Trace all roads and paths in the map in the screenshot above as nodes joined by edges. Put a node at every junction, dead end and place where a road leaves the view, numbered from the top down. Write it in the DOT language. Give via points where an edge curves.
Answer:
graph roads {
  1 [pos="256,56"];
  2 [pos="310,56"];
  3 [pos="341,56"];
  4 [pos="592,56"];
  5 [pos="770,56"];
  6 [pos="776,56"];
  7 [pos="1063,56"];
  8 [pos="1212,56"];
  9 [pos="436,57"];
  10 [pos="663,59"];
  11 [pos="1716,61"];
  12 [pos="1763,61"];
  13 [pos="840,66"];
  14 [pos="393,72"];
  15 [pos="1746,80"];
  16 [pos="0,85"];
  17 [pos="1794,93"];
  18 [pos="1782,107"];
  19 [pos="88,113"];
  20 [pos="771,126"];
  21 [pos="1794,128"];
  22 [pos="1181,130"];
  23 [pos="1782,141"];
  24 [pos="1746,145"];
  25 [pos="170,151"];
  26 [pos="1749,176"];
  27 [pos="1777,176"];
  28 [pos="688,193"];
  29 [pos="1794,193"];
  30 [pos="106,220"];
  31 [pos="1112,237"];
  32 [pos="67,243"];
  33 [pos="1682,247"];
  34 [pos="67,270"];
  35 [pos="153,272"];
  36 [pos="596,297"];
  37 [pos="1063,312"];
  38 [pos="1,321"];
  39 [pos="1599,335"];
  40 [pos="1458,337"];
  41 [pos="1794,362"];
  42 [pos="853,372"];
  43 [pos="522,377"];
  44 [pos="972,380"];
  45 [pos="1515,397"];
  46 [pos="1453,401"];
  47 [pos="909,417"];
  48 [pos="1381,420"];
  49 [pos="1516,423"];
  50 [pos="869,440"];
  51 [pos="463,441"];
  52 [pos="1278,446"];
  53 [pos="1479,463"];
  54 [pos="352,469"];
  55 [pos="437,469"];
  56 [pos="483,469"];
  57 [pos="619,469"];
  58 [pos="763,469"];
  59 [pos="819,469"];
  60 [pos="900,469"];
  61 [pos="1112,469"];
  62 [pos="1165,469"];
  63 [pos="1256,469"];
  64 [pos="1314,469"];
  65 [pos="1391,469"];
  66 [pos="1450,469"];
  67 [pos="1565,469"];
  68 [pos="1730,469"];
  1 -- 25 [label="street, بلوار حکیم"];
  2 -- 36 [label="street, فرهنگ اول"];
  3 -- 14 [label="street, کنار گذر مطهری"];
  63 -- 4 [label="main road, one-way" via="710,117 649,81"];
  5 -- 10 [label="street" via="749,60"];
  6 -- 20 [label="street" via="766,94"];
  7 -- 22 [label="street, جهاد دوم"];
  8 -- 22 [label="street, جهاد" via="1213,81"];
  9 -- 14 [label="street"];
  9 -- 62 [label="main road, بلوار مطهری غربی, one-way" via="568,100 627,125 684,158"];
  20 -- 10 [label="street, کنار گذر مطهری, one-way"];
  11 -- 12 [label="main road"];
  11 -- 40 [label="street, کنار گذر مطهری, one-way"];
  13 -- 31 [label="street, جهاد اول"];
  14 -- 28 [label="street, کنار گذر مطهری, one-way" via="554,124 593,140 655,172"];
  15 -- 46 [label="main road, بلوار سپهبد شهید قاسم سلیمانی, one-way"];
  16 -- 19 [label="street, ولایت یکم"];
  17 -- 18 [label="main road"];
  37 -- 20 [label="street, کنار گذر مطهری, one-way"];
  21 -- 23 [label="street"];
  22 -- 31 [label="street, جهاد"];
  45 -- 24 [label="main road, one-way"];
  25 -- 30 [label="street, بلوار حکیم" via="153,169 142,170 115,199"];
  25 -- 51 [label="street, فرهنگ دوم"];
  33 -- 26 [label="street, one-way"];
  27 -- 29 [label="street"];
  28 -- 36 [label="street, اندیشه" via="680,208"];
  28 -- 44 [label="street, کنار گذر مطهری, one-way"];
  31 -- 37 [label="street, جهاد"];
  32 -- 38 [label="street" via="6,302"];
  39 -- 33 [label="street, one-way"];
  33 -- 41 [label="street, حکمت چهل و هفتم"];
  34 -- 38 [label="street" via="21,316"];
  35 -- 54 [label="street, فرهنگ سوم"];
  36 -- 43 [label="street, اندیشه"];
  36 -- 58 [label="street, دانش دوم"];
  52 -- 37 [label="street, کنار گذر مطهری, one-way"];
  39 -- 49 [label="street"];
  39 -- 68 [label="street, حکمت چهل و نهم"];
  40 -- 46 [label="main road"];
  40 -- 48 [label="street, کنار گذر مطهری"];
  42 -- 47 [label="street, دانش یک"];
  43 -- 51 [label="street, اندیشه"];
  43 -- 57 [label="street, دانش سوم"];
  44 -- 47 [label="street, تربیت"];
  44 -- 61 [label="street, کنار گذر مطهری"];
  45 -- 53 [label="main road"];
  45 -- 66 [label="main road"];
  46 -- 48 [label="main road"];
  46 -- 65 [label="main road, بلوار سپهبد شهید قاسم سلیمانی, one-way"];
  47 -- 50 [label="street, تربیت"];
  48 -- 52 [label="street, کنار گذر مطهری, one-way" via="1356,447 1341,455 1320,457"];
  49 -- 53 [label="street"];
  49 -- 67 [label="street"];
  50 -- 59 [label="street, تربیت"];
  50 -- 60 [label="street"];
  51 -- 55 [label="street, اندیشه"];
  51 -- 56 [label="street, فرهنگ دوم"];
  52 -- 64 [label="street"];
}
================================
EXERCISE DESCRIPTION — Give back each line of the material above exactly as it appears.

ANSWER FOR THIS EXERCISE —
Trace all roads and paths in the map in the screenshot above as nodes joined by edges. Put a node at every junction, dead end and place where a road leaves the view, numbered from the top down. Write it in the DOT language. Give via points where an edge curves.
Answer:
graph roads {
  1 [pos="256,56"];
  2 [pos="310,56"];
  3 [pos="341,56"];
  4 [pos="592,56"];
  5 [pos="770,56"];
  6 [pos="776,56"];
  7 [pos="1063,56"];
  8 [pos="1212,56"];
  9 [pos="436,57"];
  10 [pos="663,59"];
  11 [pos="1716,61"];
  12 [pos="1763,61"];
  13 [pos="840,66"];
  14 [pos="393,72"];
  15 [pos="1746,80"];
  16 [pos="0,85"];
  17 [pos="1794,93"];
  18 [pos="1782,107"];
  19 [pos="88,113"];
  20 [pos="771,126"];
  21 [pos="1794,128"];
  22 [pos="1181,130"];
  23 [pos="1782,141"];
  24 [pos="1746,145"];
  25 [pos="170,151"];
  26 [pos="1749,176"];
  27 [pos="1777,176"];
  28 [pos="688,193"];
  29 [pos="1794,193"];
  30 [pos="106,220"];
  31 [pos="1112,237"];
  32 [pos="67,243"];
  33 [pos="1682,247"];
  34 [pos="67,270"];
  35 [pos="153,272"];
  36 [pos="596,297"];
  37 [pos="1063,312"];
  38 [pos="1,321"];
  39 [pos="1599,335"];
  40 [pos="1458,337"];
  41 [pos="1794,362"];
  42 [pos="853,372"];
  43 [pos="522,377"];
  44 [pos="972,380"];
  45 [pos="1515,397"];
  46 [pos="1453,401"];
  47 [pos="909,417"];
  48 [pos="1381,420"];
  49 [pos="1516,423"];
  50 [pos="869,440"];
  51 [pos="463,441"];
  52 [pos="1278,446"];
  53 [pos="1479,463"];
  54 [pos="352,469"];
  55 [pos="437,469"];
  56 [pos="483,469"];
  57 [pos="619,469"];
  58 [pos="763,469"];
  59 [pos="819,469"];
  60 [pos="900,469"];
  61 [pos="1112,469"];
  62 [pos="1165,469"];
  63 [pos="1256,469"];
  64 [pos="1314,469"];
  65 [pos="1391,469"];
  66 [pos="1450,469"];
  67 [pos="1565,469"];
  68 [pos="1730,469"];
  1 -- 25 [label="street, بلوار حکیم"];
  2 -- 36 [label="street, فرهنگ اول"];
  3 -- 14 [label="street, کنار گذر مطهری"];
  63 -- 4 [label="main road, one-way" via="710,117 649,81"];
  5 -- 10 [label="street" via="749,60"];
  6 -- 20 [label="street" via="766,94"];
  7 -- 22 [label="street, جهاد دوم"];
  8 -- 22 [label="street, جهاد" via="1213,81"];
  9 -- 14 [label="street"];
  9 -- 62 [label="main road, بلوار مطهری غربی, one-way" via="568,100 627,125 684,158"];
  20 -- 10 [label="street, کنار گذر مطهری, one-way"];
  11 -- 12 [label="main road"];
  11 -- 40 [label="street, کنار گذر مطهری, one-way"];
  13 -- 31 [label="street, جهاد اول"];
  14 -- 28 [label="street, کنار گذر مطهری, one-way" via="554,124 593,140 655,172"];
  15 -- 46 [label="main road, بلوار سپهبد شهید قاسم سلیمانی, one-way"];
  16 -- 19 [label="street, ولایت یکم"];
  17 -- 18 [label="main road"];
  37 -- 20 [label="street, کنار گذر مطهری, one-way"];
  21 -- 23 [label="street"];
  22 -- 31 [label="street, جهاد"];
  45 -- 24 [label="main road, one-way"];
  25 -- 30 [label="street, بلوار حکیم" via="153,169 142,170 115,199"];
  25 -- 51 [label="street, فرهنگ دوم"];
  33 -- 26 [label="street, one-way"];
  27 -- 29 [label="street"];
  28 -- 36 [label="street, اندیشه" via="680,208"];
  28 -- 44 [label="street, کنار گذر مطهری, one-way"];
  31 -- 37 [label="street, جهاد"];
  32 -- 38 [label="street" via="6,302"];
  39 -- 33 [label="street, one-way"];
  33 -- 41 [label="street, حکمت چهل و هفتم"];
  34 -- 38 [label="street" via="21,316"];
  35 -- 54 [label="street, فرهنگ سوم"];
  36 -- 43 [label="street, اندیشه"];
  36 -- 58 [label="street, دانش دوم"];
  52 -- 37 [label="street, کنار گذر مطهری, one-way"];
  39 -- 49 [label="street"];
  39 -- 68 [label="street, حکمت چهل و نهم"];
  40 -- 46 [label="main road"];
  40 -- 48 [label="street, کنار گذر مطهری"];
  42 -- 47 [label="street, دانش یک"];
  43 -- 51 [label="street, اندیشه"];
  43 -- 57 [label="street, دانش سوم"];
  44 -- 47 [label="street, تربیت"];
  44 -- 61 [label="street, کنار گذر مطهری"];
  45 -- 53 [label="main road"];
  45 -- 66 [label="main road"];
  46 -- 48 [label="main road"];
  46 -- 65 [label="main road, بلوار سپهبد شهید قاسم سلیمانی, one-way"];
  47 -- 50 [label="street, تربیت"];
  48 -- 52 [label="street, کنار گذر مطهری, one-way" via="1356,447 1341,455 1320,457"];
  49 -- 53 [label="street"];
  49 -- 67 [label="street"];
  50 -- 59 [label="street, تربیت"];
  50 -- 60 [label="street"];
  51 -- 55 [label="street, اندیشه"];
  51 -- 56 [label="street, فرهنگ دوم"];
  52 -- 64 [label="street"];
}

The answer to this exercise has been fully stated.